Sargant would use this treatment to induce comas in patients, sometimes for more than a month. He believed that this provided the opportunity for a kind of psychological deconstruction called "depatterning", during which he would periodically wake patients and administer electric shocks, before returning them to a comatose state. It was not uncommon for these patients to receive thrice-daily shocks of around 150 volts.
Many of his treatments were carried out on behalf of secret services, without the consent of patients, sometimes resulting in long term and total amnesia. Sargant saw this complete amnesia as a desirable state, actually stating that he wished patients to lose all sense of their "space-time image".
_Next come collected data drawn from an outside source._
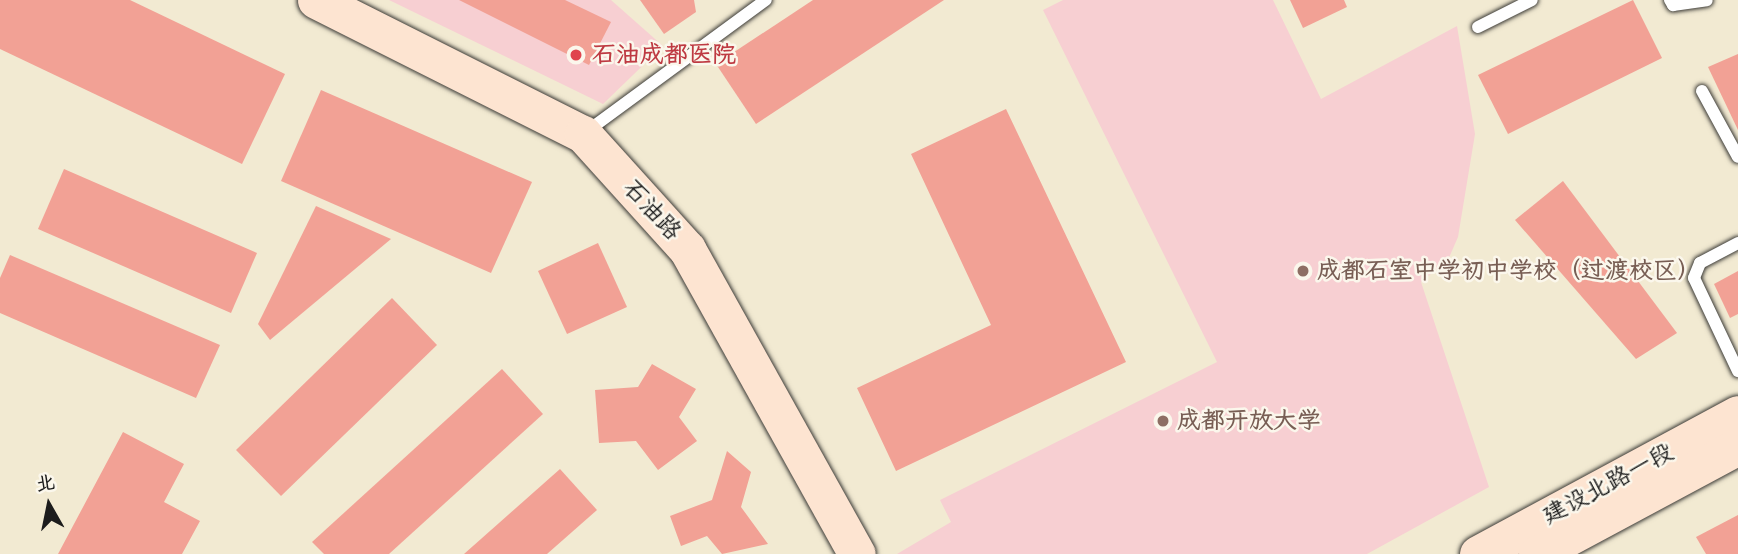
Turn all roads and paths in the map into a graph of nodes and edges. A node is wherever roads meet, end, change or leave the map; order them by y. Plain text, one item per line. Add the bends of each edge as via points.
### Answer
1 (316, 0) edge
2 (766, 0) edge
3 (1532, 0) edge
4 (1670, 0) edge
5 (1706, 0) edge
6 (1478, 27) dead end
7 (1702, 91) dead end
8 (583, 134) junction
9 (1738, 158) edge
10 (1738, 243) edge
11 (1738, 370) edge
12 (1738, 414) edge
13 (1738, 446) edge
14 (857, 554) edge
15 (1478, 554) edge
16 (1536, 554) edge

1 - 8 street, 石油路
2 - 8 lane
3 - 6 lane
4 - 5 lane via 1673,5
7 - 9 lane
8 - 14 street, 石油路 via 687,248
10 - 11 lane via 1700,263 1694,278
12 - 15 street, 建设北路一段
13 - 16 street, 建设北路一段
Although he admitted that such an identity void did cause anxiety in the "second stage", Sargant remarked that in the "third stage" a very positive state could be reached whereby the patient loses "constriction of the range of recollections which one ordinarily brings in to modify and enrich one's statements. Hence, what the patient talks about are only his sensations of the moment and he talks about them almost exclusively in highly concrete terms. His remarks are entirely uninfluenced by previous recollections - nor are they governed in any way by his forward anticipations. He lives in the immediate present. All schizophrenic symptoms have disappeared . There is complete amnesia for all events in his life."
None of Sargant's patients has ever received clinical negligence compensation. However, another doctor, Harry Bailey, performed similar treatments in Sydney, Australia between 1962 and 1979; 26 died as a result. Bailey also faced criminal prosecution. Just as he was about to be sentenced to a jail term, he committed suicide, taking a fatal dose of tranquillisers and barbiturates.
Interestingly, when the civil claims of Bailey's patients were going through the courts, solicitors representing the defendant contacted William Sargant to ask him if he would give evidence for the defence. Sargant responded by saying that he would have to decline, because "his evidence would be supporting the prosecution". During these conversations, Sargant also admitted that many of his own patients had also died during sleep therapy.
Unfortunately, the fact that all crucial documents relating to Sargant's treatments have been destroyed means it is highly unlikely any of his patients will ever receive personal injury compensation for their traumas.
William Sargant died in 1988, perhaps his epitaph would be best written in his own words: "I suppose this horrifies people today."